The five EU countries most fervently opposed to GMOs (France, Italy, Denmark, Greece and Luxembourg) had promised to reconsider their stance once legislation on labelling and traceability is on the table.
However, actual adoption of the new laws by the European Parliament and national ministers could take eighteen months, by the Commissioner's own admission.
EU countries and companies would have responsibility for enforcement of the rules, and in the case of imports, third country exporters would have to ensure segregation of their product into batches containing specific GMOs.
The labelling of food and animal feed products made from GMOs would also extend to those derived from genetic modification, but containing no detectable trace of a GMO.
1% CONTAMINATION THRESHOLD
On the emotive subject of `genetic pollution', the Commissioners have proposed a tolerable limit of 1% of `accidental' GM material in both food and feed, applicable only if the material in question has been given a positive assessment (but not necessarily formal approval) by an EU scientific committee.

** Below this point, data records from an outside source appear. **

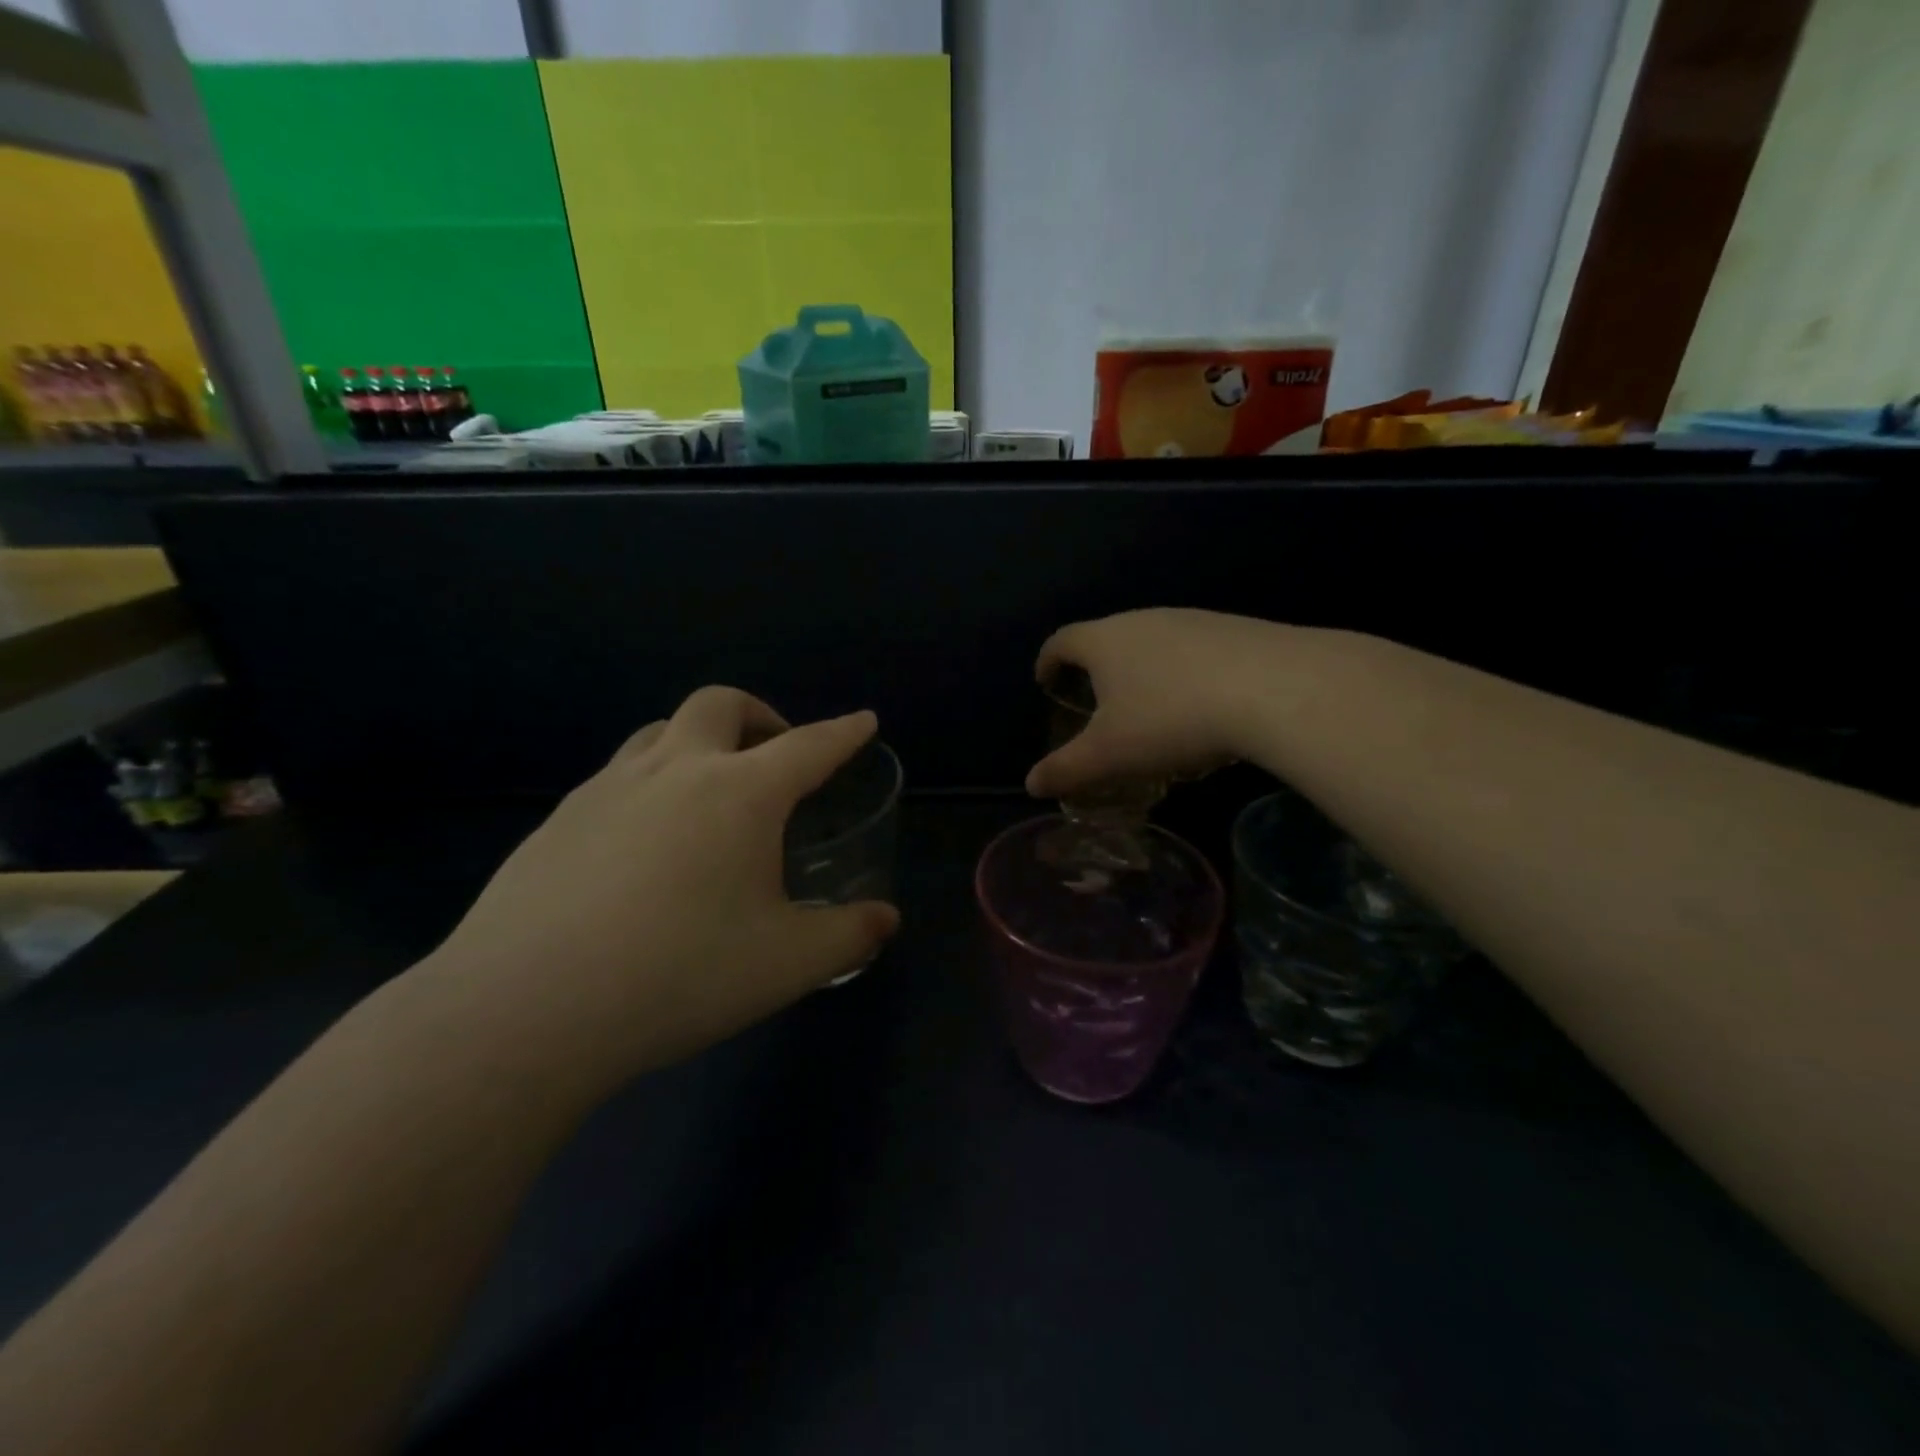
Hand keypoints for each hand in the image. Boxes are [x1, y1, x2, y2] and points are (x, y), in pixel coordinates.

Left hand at [420, 688, 899, 1099]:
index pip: (809, 746)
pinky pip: (617, 777)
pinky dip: (650, 785)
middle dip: (760, 715)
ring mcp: (607, 789)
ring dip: (698, 743)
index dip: (843, 733)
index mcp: (740, 793)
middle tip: (776, 754)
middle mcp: (674, 771)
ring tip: (711, 793)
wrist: (525, 1010)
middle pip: (721, 706)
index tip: (863, 721)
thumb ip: (848, 936)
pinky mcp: (557, 820)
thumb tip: (886, 920)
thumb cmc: (679, 975)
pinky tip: (645, 846)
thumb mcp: (786, 964)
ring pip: (660, 732)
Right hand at [1027, 608, 1292, 797]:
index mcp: (1104, 641)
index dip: (1047, 661)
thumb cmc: (1172, 719)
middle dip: (1095, 667)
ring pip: (1152, 643)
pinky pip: (1193, 650)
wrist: (1276, 688)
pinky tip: (1201, 705)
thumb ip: (1066, 769)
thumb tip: (1031, 784)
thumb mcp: (1110, 754)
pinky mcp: (1233, 629)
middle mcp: (1144, 619)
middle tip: (1095, 702)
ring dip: (1141, 670)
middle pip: (1107, 637)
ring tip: (1148, 707)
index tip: (1045, 681)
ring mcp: (1192, 620)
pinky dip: (1183, 673)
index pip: (1061, 641)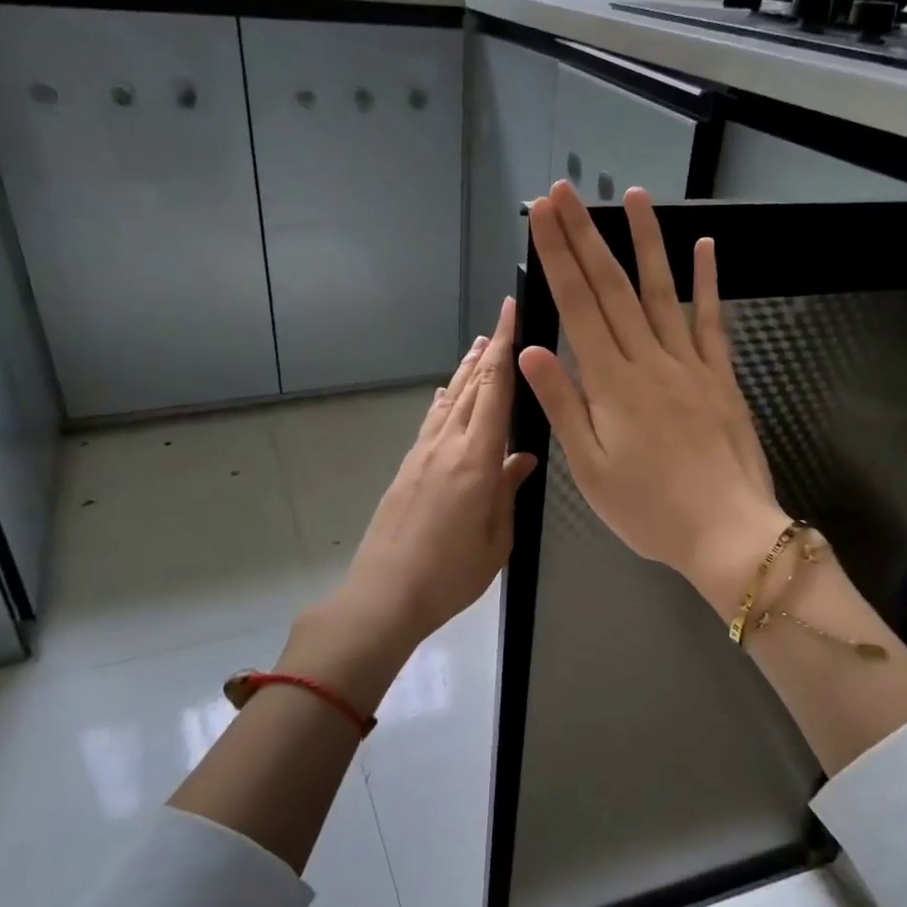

The 1% threshold was roundly condemned by environmentalist groups including Friends of the Earth and Greenpeace. A spokesman for Greenpeace described the limit as a "dangerous loophole," while Friends of the Earth said it was "giving biotech companies licence to pollute."
Conversely, the European Consumer's Organisation, BEUC, welcomed the proposal. "These proposals move a long way toward giving consumers the possibility, previously denied to them, to choose whether or not to eat food [...] derived from GMOs," said Willemien Bax, BEUC deputy director.
ANGRY US REACTION
US grain industry leaders lambasted the Commission traceability proposals, saying they were unworkable, smacked of a trade barrier, and would lead to higher prices.
The Bush administration also weighed in to the debate, backing its growers and accusing the EU of protectionism.